Atatiana Jefferson‘s young nephew told detectives of the moment he saw his “auntie” shot and killed in the bedroom of their Texas home.
The man who shot her, former Fort Worth police officer Aaron Dean, has yet to share his side of the story, however.
Dean, 34, faces a murder charge after fatally shooting the young woman through a window last in the early morning hours of last Saturday. Jefferson, 28, was at a relative’s home playing video games with her nephew when the shooting occurred.
The ex-cop resigned on Monday before he could be fired, but was later arrested and charged in Jefferson’s killing. After just a few hours in jail, Dean was released after posting $200,000 bond.
Interim Police Chief Ed Kraus said that since the shooting, Dean has been uncooperative and refuses to speak with investigators. An arrest affidavit states that the former officer declined an interview with detectives in the immediate aftermath of the deadly shooting.
Lawyers for Dean have also declined to comment on the case, but promised to provide a written statement at a later date. That still hasn’t happened.
“He resigned before his opportunity to be cooperative,” Kraus of the former officer said at a press conference earlier this week.
According to FOX 6, it’s the norm for officers to provide an oral or written statement within 72 hours of a police shooting, explaining what happened. At the time of his resignation, Dean also refused to give a written statement, the affidavit stated.
“I cannot tell you what he felt,” the police chief added. “He did not give a statement.”
Police arrived to Jefferson’s home in the early hours of Oct. 12 after getting an “open structure call.” Per The Dallas Morning News, “Responding officers received information from dispatch about an ‘open structure’ call, which Kraus said requires a more heightened response than a welfare check.”
A concerned neighbor had called the department’s non-emergency line after noticing Jefferson’s front door was open and the lights were on, which he said was unusual for that time of night.
Dean and another officer arrived about 15 minutes later but never announced themselves as law enforcement.
When Jefferson heard strange noises outside the window, her nephew, Zion, told authorities that his aunt grabbed a firearm from her purse and raised it. She had it pointed at the window when Dean shot her from the other side.
“Jefferson raised her handgun, pointed it toward the window, then Jefferson was shot and fell to the ground,” the affidavit recalls Zion telling police, noting how his aunt cried out in pain.
Since then, the family said young Zion is much more reserved and cautious these days.

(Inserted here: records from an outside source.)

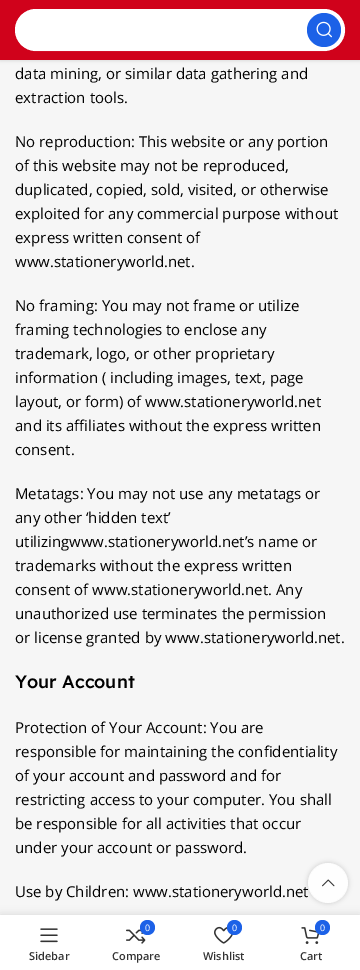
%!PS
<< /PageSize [360 970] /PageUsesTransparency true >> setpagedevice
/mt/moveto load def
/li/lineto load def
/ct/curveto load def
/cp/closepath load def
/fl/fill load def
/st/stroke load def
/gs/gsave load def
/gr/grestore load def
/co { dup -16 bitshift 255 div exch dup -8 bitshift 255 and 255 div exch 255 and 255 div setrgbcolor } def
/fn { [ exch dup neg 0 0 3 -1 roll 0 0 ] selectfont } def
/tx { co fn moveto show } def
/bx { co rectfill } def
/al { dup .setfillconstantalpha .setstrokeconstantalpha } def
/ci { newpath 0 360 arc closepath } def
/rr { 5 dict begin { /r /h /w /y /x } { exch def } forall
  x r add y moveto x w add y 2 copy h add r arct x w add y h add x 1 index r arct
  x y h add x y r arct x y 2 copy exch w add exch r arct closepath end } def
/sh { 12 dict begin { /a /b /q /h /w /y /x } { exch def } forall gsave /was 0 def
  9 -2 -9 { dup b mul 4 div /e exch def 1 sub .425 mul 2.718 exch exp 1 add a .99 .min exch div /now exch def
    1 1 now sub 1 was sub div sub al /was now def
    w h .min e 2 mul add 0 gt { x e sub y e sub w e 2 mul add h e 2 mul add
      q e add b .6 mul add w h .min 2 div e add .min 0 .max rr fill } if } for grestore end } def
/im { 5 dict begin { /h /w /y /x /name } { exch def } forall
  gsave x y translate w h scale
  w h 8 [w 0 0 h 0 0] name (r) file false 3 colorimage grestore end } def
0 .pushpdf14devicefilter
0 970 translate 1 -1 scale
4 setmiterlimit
0 0 360 970 16#F6F6F6 bx
16#000000 co
0 1 360 60 0 1.5 .1 sh
0 0 360 60 16#D0021B bx
16#FFFFFF co
15 9 330 42 21 rr fl
0.2 al
15.5 9.5 329 41 20.5 rr st
1 al
16#1C61E7 co
324 30 17 ci fl
(media/1.raw) 316 21 16 17 im
gs
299 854 mt 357 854 li 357 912 li 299 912 li cp 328 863 mt 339 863 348 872 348 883 ct 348 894 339 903 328 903 ct 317 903 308 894 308 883 ct 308 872 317 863 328 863 ct cp eoclip newpath
16#000000 co
308 863 40 40 20 2.5 .17 sh
gr
(data mining, or similar data gathering and) 15 79 /OpenSans-Regular 15 16#000000 tx
(extraction tools.) 15 103 /OpenSans-Regular 15 16#000000 tx
(No reproduction: This website or any portion) 15 147 /OpenSans-Regular 15 16#000000 tx
(of this website may not be reproduced,) 15 171 /OpenSans-Regular 15 16#000000 tx
(duplicated, copied, sold, visited, or otherwise) 15 195 /OpenSans-Regular 15 16#000000 tx
(exploited for any commercial purpose without) 15 219 /OpenSans-Regular 15 16#000000 tx
(express written consent of) 15 243 /OpenSans-Regular 15 16#000000 tx
(www.stationeryworld.net.) 15 267 /OpenSans-Regular 15 16#000000 tx
(No framing: You may not frame or utilize) 15 311 /OpenSans-Regular 15 16#000000 tx
(framing technologies to enclose any) 15 335 /OpenSans-Regular 15 16#000000 tx
(trademark, logo, or other proprietary) 15 359 /OpenSans-Regular 15 16#000000 tx
(information \( including images, text, page) 15 383 /OpenSans-Regular 15 16#000000 tx
(layout, or form\) of www.stationeryworld.net) 15 407 /OpenSans-Regular 15 16#000000 tx
(and its affiliates without the express written) 15 431 /OpenSans-Regular 15 16#000000 tx
(consent.) 15 455 /OpenSans-Regular 15 16#000000 tx
(Metatags: You may not use any metatags or) 15 499 /OpenSans-Regular 15 16#000000 tx
(any other ‘hidden text’) 15 523 /OpenSans-Regular 15 16#000000 tx
(utilizingwww.stationeryworld.net’s name or) 15 547 /OpenSans-Regular 15 16#000000 tx
(trademarks without the express written) 15 571 /OpenSans-Regular 15 16#000000 tx
(consent of www.stationeryworld.net. Any) 15 595 /OpenSans-Regular 15 16#000000 tx
(unauthorized use terminates the permission) 15 619 /OpenSans-Regular 15 16#000000 tx
(or license granted by www.stationeryworld.net.) 15 643 /OpenSans-Regular 15 16#000000 tx
(Your Account) 15 688 /LexendDeca-Medium 18 16#000000 tx
(Protection of Your Account: You are) 15 733 /OpenSans-Regular 15 16#000000 tx
(responsible for maintaining the confidentiality) 15 757 /OpenSans-Regular 15 16#000000 tx
(of your account and password and for) 15 781 /OpenSans-Regular 15 16#000000 tx
(restricting access to your computer. You shall) 15 805 /OpenSans-Regular 15 16#000000 tx
(be responsible for all activities that occur) 15 829 /OpenSans-Regular 15 16#000000 tx
(under your account or password.) 15 853 /OpenSans-Regular 15 16#000000 tx
(Use by Children: www.stationeryworld.net) 15 897 /OpenSans-Regular 15 16#000000 tx
0.9 al
16#FFFFFF co
328 883 20 ci fl
1 al
(media/2.raw) 322 879 13 8 im
16#000000 co
0 915 360 55 0 4.5 .12 sh
0 915 360 55 16#FFFFFF bx
(media/3.raw) 40 928 18 15 im
(Sidebar) 29 960 /OpenSans-SemiBold 11 16#333333 tx
(media/4.raw) 126 929 20 15 im
16#1C61E7 co
147.5 927.5 7.5 ci fl
(0) 145 931 /OpenSans-Regular 9 16#FFFFFF tx
(Compare) 112 960 /OpenSans-SemiBold 11 16#333333 tx
(media/5.raw) 214 926 20 18 im
16#1C61E7 co
234.5 927.5 7.5 ci fl
(0) 232 931 /OpenSans-Regular 9 16#FFFFFF tx
(Wishlist) 203 960 /OpenSans-SemiBold 11 16#333333 tx
(media/6.raw) 301 927 19 17 im
16#1C61E7 co
322.5 927.5 7.5 ci fl
(0) 320 931 /OpenSans-Regular 9 16#FFFFFF tx
(Cart) 300 960 /OpenSans-SemiBold 11 16#333333 tx
.poppdf14devicefilter showpage
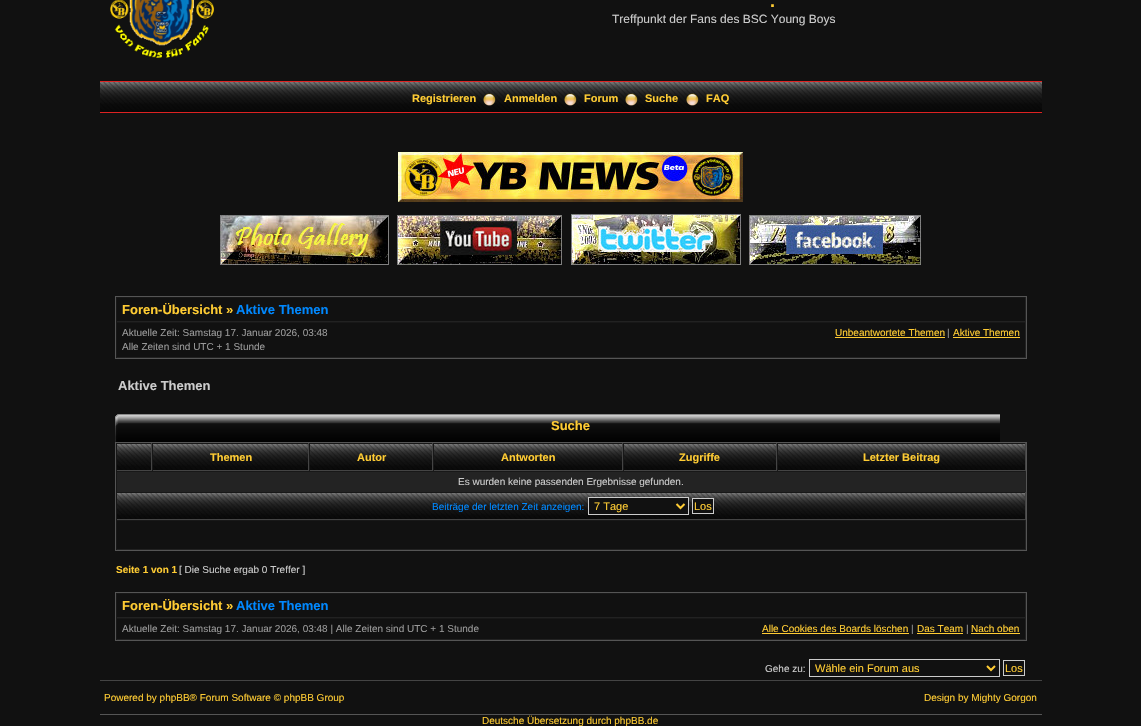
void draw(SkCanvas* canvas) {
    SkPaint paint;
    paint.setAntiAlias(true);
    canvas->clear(0xFF111111);
    canvas->drawImageRect(SkImages::DeferredFromEncodedData(SkData::MakeFromFileName("img1.png")), SkRect::MakeXYWH(110, 0, 104, 58), SkSamplingOptions());
    SkFont font1(fontMgr->matchFamilyStyle("Liberation Sans", SkFontStyle::Bold()), 18);
    font1.setSubpixel(true);
    paint.setColor(0xFFFFCC33);
    canvas->drawString(".", 770, 7, font1, paint);
    SkFont font2(fontMgr->matchFamilyStyle("Liberation Sans", SkFontStyle::Normal()), 12);
    font2.setSubpixel(true);
    paint.setColor(0xFFCCCCCC);
    canvas->drawString("Treffpunkt der Fans des BSC Young Boys", 612, 23, font2, paint);
    canvas->drawImageRect(SkImages::DeferredFromEncodedData(SkData::MakeFromFileName("img2.png")), SkRect::MakeXYWH(100, 82, 942, 30), SkSamplingOptions());
    paint.setColor(0xFFDD2222);
    canvas->drawRect(SkRect::MakeXYWH(100, 81, 942, 1), paint);
    canvas->drawRect(SkRect::MakeXYWH(100, 112, 942, 1), paint);
    SkFont font3(fontMgr->matchFamilyStyle("Liberation Sans", SkFontStyle::Bold()), 11);
    font3.setSubpixel(true);
    paint.setColor(0xFFFFCC33);
    canvas->drawString("Registrieren", 412, 102, font3, paint);
    canvas->drawImageRect(SkImages::DeferredFromEncodedData(SkData::MakeFromFileName("img3.png")), SkRect::MakeXYWH(483, 93, 13, 13), SkSamplingOptions());
    canvas->drawString("Anmelden", 504, 102, font3, paint);
    canvas->drawImageRect(SkImages::DeferredFromEncodedData(SkData::MakeFromFileName("img4.png")), SkRect::MakeXYWH(564, 93, 13, 13), SkSamplingOptions());
    canvas->drawString("Forum", 584, 102, font3, paint);
    canvas->drawImageRect(SkImages::DeferredFromEncodedData(SkData::MakeFromFileName("img5.png")), SkRect::MakeXYWH(625, 93, 13, 13), SkSamplingOptions());
    canvas->drawString("Suche", 645, 102, font3, paint);
    canvas->drawImageRect(SkImages::DeferredFromEncodedData(SkData::MakeFromFileName("img6.png")), SkRect::MakeXYWH(686, 93, 13, 13), SkSamplingOptions());
    canvas->drawString("FAQ", 706, 102, font3, paint);
    canvas->drawImageRect(SkImages::DeferredFromEncodedData(SkData::MakeFromFileName("img7.png")), SkRect::MakeXYWH(398, 152, 345, 50), SkSamplingOptions());
    canvas->drawImageRect(SkImages::DeferredFromEncodedData(SkData::MakeFromFileName("img8.png")), SkRect::MakeXYWH(220, 215, 169, 50), SkSamplingOptions());
    canvas->drawImageRect(SkImages::DeferredFromEncodedData(SkData::MakeFromFileName("img9.png")), SkRect::MakeXYWH(397, 215, 165, 50), SkSamplingOptions());
    canvas->drawImageRect(SkImages::DeferredFromEncodedData(SkData::MakeFromFileName("img10.png")), SkRect::MakeXYWH(571, 214, 170, 51), SkSamplingOptions());
    canvas->drawImageRect(SkImages::DeferredFromEncodedData(SkData::MakeFromFileName("img11.png")), SkRect::MakeXYWH(749, 215, 172, 50), SkSamplingOptions());
    paint.setStyle(SkPaint::kStroke_Style);
    paint.setStrokeWidth(1);
    paint.setColor(0xFF555555);
    canvas->drawRect(SkRect::MakeXYWH(115.5f, 296.5f, 911, 62), paint);
    paint.setStyle(SkPaint::kFill_Style);
    paint.setColor(0xFF181818);
    canvas->drawRect(SkRect::MakeXYWH(116, 297, 910, 1), paint);
    paint.setColor(0xFF222222);
    canvas->drawRect(SkRect::MakeXYWH(1025, 297, 1, 25), paint);
    canvas->drawRect(SkRect::MakeXYWH(116, 321, 910, 1), paint);
    paint.setColor(0xFF181818);
    canvas->drawRect(SkRect::MakeXYWH(116, 297, 1, 25), paint);
    SkFont font4(fontMgr->matchFamilyStyle("Liberation Sans", SkFontStyle::Bold()), 13);
    font4.setSubpixel(true);
    paint.setColor(0xFFFFCC33);
    canvas->drawString("Foren-Übersicht »", 122, 314, font4, paint);
    paint.setColor(0xFF0088FF);
    canvas->drawString("Aktive Themen", 236, 314, font4, paint);
    paint.setColor(0xFF181818);
    canvas->drawRect(SkRect::MakeXYWH(116, 322, 910, 1), paint);
    paint.setColor(0xFF222222);
    canvas->drawRect(SkRect::MakeXYWH(1025, 322, 1, 36), paint);
    canvas->drawRect(SkRect::MakeXYWH(116, 357, 910, 1), paint);
    paint.setColor(0xFF181818);
    canvas->drawRect(SkRect::MakeXYWH(116, 322, 1, 36), paint);
    SkFont font5(fontMgr->matchFamilyStyle("Liberation Sans", SkFontStyle::Normal()), 10);
    font5.setSubpixel(true);
    paint.setColor(0xFF999999);
    canvas->drawString("Aktuelle Zeit: Samstag 17. Januar 2026, 03:48", 122, 336, font5, paint);
    canvas->drawString("Alle Zeiten sind UTC + 1 Stunde", 122, 350, font5, paint);
    paint.setColor(0xFFFFCC33);
    canvas->drawString("Unbeantwortete Themen", 835, 336, font5, paint);
    canvas->drawRect(SkRect::MakeXYWH(835, 337, 110, 1), paint);
    paint.setColor(0xFF999999);
    canvas->drawString("|", 947, 336, font5, paint);
    paint.setColor(0xFFFFCC33);
    canvas->drawString("Aktive Themen", 953, 336, font5, paint);
    canvas->drawRect(SkRect::MakeXYWH(953, 337, 67, 1), paint);
    paint.setColor(0xFFCCCCCC);
    canvas->drawString("Aktive Themen", 118, 390, font4, paint);
    canvas->drawImageRect(SkImages::DeferredFromEncodedData(SkData::MakeFromFileName("img12.png")), SkRect::MakeXYWH(115, 414, 28, 28), SkSamplingOptions());
    canvas->drawImageRect(SkImages::DeferredFromEncodedData(SkData::MakeFromFileName("img13.png")), SkRect::MakeXYWH(143, 414, 857, 28), SkSamplingOptions());
    paint.setColor(0xFFFFCC33);
    canvas->drawString("Suche", 551, 430, font4, paint);
    paint.setStyle(SkPaint::kStroke_Style);
    paint.setColor(0xFF555555);
    canvas->drawRect(SkRect::MakeXYWH(115.5f, 442.5f, 911, 108), paint);
    canvas->drawImageRect(SkImages::DeferredFromEncodedData(SkData::MakeFromFileName("img14.png")), SkRect::MakeXYWH(117, 444, 34, 26), SkSamplingOptions());
    paint.setStyle(SkPaint::kFill_Style);
    paint.setColor(0xFF181818);
    canvas->drawRect(SkRect::MakeXYWH(116, 443, 910, 1), paint);
    paint.setColor(0xFF444444);
    canvas->drawRect(SkRect::MakeXYWH(151, 443, 1, 28), paint);
    canvas->drawRect(SkRect::MakeXYWH(116, 470, 36, 1), paint);
    paint.setColor(0xFF181818);
    canvas->drawRect(SkRect::MakeXYWH(116, 443, 1, 28), paint);
    canvas->drawImageRect(SkImages::DeferredFromEncodedData(SkData::MakeFromFileName("img15.png")), SkRect::MakeXYWH(153, 444, 155, 26), SkSamplingOptions());
    paint.setColor(0xFF444444);
    canvas->drawRect(SkRect::MakeXYWH(308, 443, 1, 28), paint);
    canvas->drawRect(SkRect::MakeXYWH(152, 470, 157, 1), paint);
    paint.setColor(0xFF181818);
    canvas->drawRect(SkRect::MakeXYWH(152, 443, 1, 28), paint);
    paint.setColor(0xFFFFCC33);
    canvas->drawString("Themen", 210, 461, font3, paint);
    canvas->drawImageRect(SkImages::DeferredFromEncodedData(SkData::MakeFromFileName("img16.png")), SkRect::MakeXYWH(310, 444, 122, 26), SkSamplingOptions());
    paint.setColor(0xFF444444);
    canvas->drawRect(SkRect::MakeXYWH(432, 443, 1, 28), paint);
    canvas->drawRect(SkRect::MakeXYWH(309, 470, 124, 1), paint);
    paint.setColor(0xFF181818);
    canvas->drawRect(SkRect::MakeXYWH(309, 443, 1, 28), paint);
    paint.setColor(0xFFFFCC33);
    canvas->drawString("Autor", 357, 461, font3, paint);
    canvas->drawImageRect(SkImages::DeferredFromEncodedData(SkData::MakeFromFileName("img17.png")), SkRect::MakeXYWH(434, 444, 188, 26), SkSamplingOptions());
    paint.setColor(0xFF444444);
    canvas->drawRect(SkRect::MakeXYWH(622, 443, 1, 28), paint);
    canvas->drawRect(SkRect::MakeXYWH(433, 470, 190, 1), paint);
    paint.setColor(0xFF181818);
    canvas->drawRect(SkRect::MakeXYWH(433, 443, 1, 28), paint);
    paint.setColor(0xFFFFCC33);
    canvas->drawString("Antworten", 501, 461, font3, paint);
    canvas->drawImageRect(SkImages::DeferredFromEncodedData(SkData::MakeFromFileName("img18.png")), SkRect::MakeXYWH(624, 444, 152, 26), SkSamplingOptions());
    paint.setColor(0xFF444444);
    canvas->drawRect(SkRect::MakeXYWH(776, 443, 1, 28), paint);
    canvas->drawRect(SkRect::MakeXYWH(623, 470, 154, 1), paint);
    paint.setColor(0xFF181818);
    canvas->drawRect(SkRect::MakeXYWH(623, 443, 1, 28), paint);
    paint.setColor(0xFFFFCC33);
    canvas->drawString("Zugriffe", 679, 461, font3, paint);
    canvas->drawImageRect(SkImages::DeferredFromEncodedData(SkData::MakeFromFileName("img19.png")), SkRect::MakeXYWH(778, 444, 247, 26), SkSamplingOptions());
    paint.setColor(0xFF444444);
    canvas->drawRect(SkRect::MakeXYWH(1025, 443, 1, 28), paint);
    canvas->drawRect(SkRect::MakeXYWH(777, 470, 249, 1), paint);
    paint.setColor(0xFF181818);
    canvas->drawRect(SkRect::MakeXYWH(777, 443, 1, 28), paint);
    paint.setColor(0xFFFFCC33);
    canvas->drawString("Letzter Beitrag", 863, 461, font3, paint);
    paint.setColor(0xFF232323);
    canvas->drawRect(SkRect::MakeXYWH(117, 472, 908, 20), paint);
    paint.setColor(0xFF181818);
    canvas->drawRect(SkRect::MakeXYWH(116, 471, 910, 1), paint);
    paint.setColor(0xFF222222);
    canvas->drawRect(SkRect::MakeXYWH(1025, 471, 1, 21), paint);
    paint.setColor(0xFF181818);
    canvas->drawRect(SkRect::MakeXYWH(116, 471, 1, 21), paint);
    paint.setColor(0xFFCCCCCC);
    canvas->drawString("Es wurden keine passenden Ergebnisse gefunden.", 458, 485, font5, paint);
    canvas->drawImageRect(SkImages::DeferredFromEncodedData(SkData::MakeFromFileName("img20.png")), SkRect::MakeXYWH(117, 493, 908, 26), SkSamplingOptions());
    paint.setColor(0xFF181818);
    canvas->drawRect(SkRect::MakeXYWH(116, 492, 910, 1), paint);
    paint.setColor(0xFF444444);
    canvas->drawRect(SkRect::MakeXYWH(1025, 492, 1, 28), paint);
    canvas->drawRect(SkRect::MakeXYWH(116, 519, 910, 1), paint);
    paint.setColor(0xFF181818);
    canvas->drawRect(SkRect::MakeXYWH(116, 492, 1, 28), paint);
    paint.setColor(0xFF0088FF);
    canvas->drawString("Beiträge der letzten Zeit anzeigen:", 432, 510, font5, paint);
    paint.setColor(0xFF111111);
    canvas->drawRect(SkRect::MakeXYWH(588.5f, 497.5f, 100, 17), paint);
    paint.setStyle(SkPaint::kStroke_Style);
    paint.setColor(0xFFCCCCCC);
    canvas->drawRect(SkRect::MakeXYWH(588.5f, 497.5f, 100, 17), paint);
    paint.setStrokeWidth(2);
    paint.setColor(0xFFFFCC33);
    canvas->drawPath(SkPathBuilder().moveTo(676.5f, 504).lineTo(680.5f, 508).lineTo(684.5f, 504).detach(), paint);
    SkFont font6(fontMgr->matchFamilyStyle("Liberation Sans", SkFontStyle::Normal()), 11);
    font6.setSubpixel(true);
    paint.setStyle(SkPaint::kFill_Style);
    canvas->drawString("7 Tage", 594, 510, font6, paint);
    paint.setColor(0xFF111111);
    canvas->drawRect(SkRect::MakeXYWH(692.5f, 498.5f, 21, 15), paint);
    paint.setStyle(SkPaint::kStroke_Style);
    paint.setStrokeWidth(1);
    paint.setColor(0xFFCCCCCC);
    canvas->drawRect(SkRect::MakeXYWH(692.5f, 498.5f, 21, 15), paint);
    paint.setStyle(SkPaint::kFill_Style);
    paint.setColor(0xFFFFCC33);
    canvas->drawString("Los", 694, 510, font6, paint);
    paint.setColor(0xFF181818);
    canvas->drawRect(SkRect::MakeXYWH(116, 520, 910, 1), paint);
    paint.setColor(0xFF222222);
    canvas->drawRect(SkRect::MakeXYWH(1025, 520, 1, 30), paint);
    canvas->drawRect(SkRect::MakeXYWH(116, 549, 910, 1), paint);
    paint.setColor(0xFF181818);
    canvas->drawRect(SkRect::MakeXYWH(116, 520, 1, 30), paint);
    SkFont font7(fontMgr->matchFamilyStyle("Liberation Sans", SkFontStyle::Bold()), 10);
    font7.setSubpixel(true);
    paint.setColor(0xFFFFCC33);
    canvas->drawString("Seite 1 von 1", 116, 573, font7, paint);
    paint.setColor(0xFFCCCCCC);
    canvas->drawString("[ Die Suche ergab 0 Treffer ]", 179, 573, font5, paint);
    paint.setStyle(SkPaint::kStroke_Style);
    paint.setColor(0xFF555555);
    canvas->drawRect(SkRect::MakeXYWH(115.5f, 592.5f, 911, 48), paint);
    paint.setStyle(SkPaint::kFill_Style);
    paint.setColor(0xFF181818);
    canvas->drawRect(SkRect::MakeXYWH(116, 593, 910, 1), paint);
    paint.setColor(0xFF222222);
    canvas->drawRect(SkRect::MakeXYWH(1025, 593, 1, 25), paint);
    canvas->drawRect(SkRect::MakeXYWH(116, 617, 910, 1), paint);
    paint.setColor(0xFF181818);
    canvas->drawRect(SkRect::MakeXYWH(116, 593, 1, 25), paint);
    paint.setColor(0xFFFFCC33);
    canvas->drawString("Foren-Übersicht »", 122, 610, font4, paint);
    paint.setColor(0xFF0088FF);
    canvas->drawString("Aktive Themen", 236, 610, font4, paint);
    paint.setColor(0xFF181818);
    canvas->drawRect(SkRect::MakeXYWH(116, 618, 910, 1), paint);
    paint.setColor(0xFF222222);
    canvas->drawRect(SkRect::MakeXYWH(1025, 618, 1, 22), paint);
    canvas->drawRect(SkRect::MakeXYWH(116, 639, 910, 1), paint);
    paint.setColor(0xFF181818);
    canvas->drawRect(SkRect::MakeXYWH(116, 618, 1, 22), paint);
    paint.setColor(0xFF999999);
    canvas->drawString("Aktuelle Zeit: Samstag 17. Januar 2026, 03:48 | Alle Zeiten sind UTC + 1 Stunde", 122, 632, font5, paint);
    paint.setColor(0xFFFFCC33);
    canvas->drawString("Alle Cookies des Boards löschen", 762, 632, font5, paint);
    canvas->drawRect(SkRect::MakeXYWH(762, 633, 147, 1), paint);
    paint.setColor(0xFF999999);
    canvas->drawString("|", 911, 632, font5, paint);
    paint.setColor(0xFFFFCC33);
    canvas->drawString("Das Team", 917, 632, font5, paint);
    canvas->drawRect(SkRect::MakeXYWH(917, 633, 46, 1), paint);
    paint.setColor(0xFF999999);
    canvas->drawString("|", 966, 632, font5, paint);
    paint.setColor(0xFFFFCC33);
    canvas->drawString("Nach oben", 971, 632, font5, paint);
    canvas->drawRect(SkRect::MakeXYWH(971, 633, 49, 1), paint);
    paint.setColor(0xFFCCCCCC);
    canvas->drawString("Gehe zu:", 765, 672, font5, paint);
    paint.setStyle(SkPaint::kStroke_Style);
    canvas->drawRect(SkRect::MakeXYWH(809.5f, 659.5f, 190, 17), paint);
    paint.setStrokeWidth(2);
    paint.setColor(0xFFFFCC33);
    canvas->drawPath(SkPathBuilder().moveTo(987, 666).lineTo(991, 670).lineTo(995, 666).detach(), paint);
    paint.setStyle(SkPaint::kFill_Style);
    canvas->drawString("Wähle ein Forum aus", 815, 672, font6, paint);
    paint.setStyle(SkPaint::kStroke_Style);
    paint.setStrokeWidth(1);
    paint.setColor(0xFFCCCCCC);
    canvas->drawRect(SkRect::MakeXYWH(1003.5f, 660.5f, 21, 15), paint);
    paint.setStyle(SkPaint::kFill_Style);
    paint.setColor(0xFFFFCC33);
    canvas->drawString("Los", 1005, 672, font6, paint);
    paint.setColor(0xFF444444);
    canvas->drawRect(SkRect::MakeXYWH(100, 680, 942, 1), paint);
    paint.setColor(0xFF555555);
    canvas->drawRect(SkRect::MakeXYWH(100, 714, 942, 1), paint);
    paint.setColor(0xFFFFCC33);
    canvas->drawString("Powered by phpBB® Forum Software © phpBB Group", 104, 701, font5, paint);
    canvas->drawString("Design by Mighty Gorgon", 924, 701, font5, paint);
    canvas->drawString("Deutsche Übersetzung durch phpBB.de", 482, 724, font5, paint);
}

“His mom tells me that she can see little changes in his character,” Lee Merritt, the family’s attorney, told the Fort Worth Star-Telegram. “Now when entering a room, he’ll kind of wait and watch the adults go in first. He’ll wait to see if the coast is clear and then he’ll enter.”
Merritt said Zion is still upbeat like most kids, however, the trauma is still there. To help him cope with sudden, violent loss of his aunt, the attorney said he’s made plans for Zion to speak with a pastor and that the family is working “to get him signed up for professional counseling as well.”
Local faith leaders are also working to get the Jefferson family justice. On Wednesday, Black clergy and leaders in the Fort Worth community called on the federal government to intervene and force the city’s police to change its practices.
Together, community leaders announced a joint effort to secure a federal consent decree that would mandate reforms at the Forth Worth Police Department.
“This is a fundamental attack on the Constitution of United States,” said Rev. Kyev Tatum of New Mount Rose Baptist Church, according to The Dallas Morning News. “It is an affront to the Second Amendment. The Constitution is on trial right now in Fort Worth.”
Tatum said the group plans to pen a letter signed by organizers and faith leaders to the U.S. attorney general seeking the decree.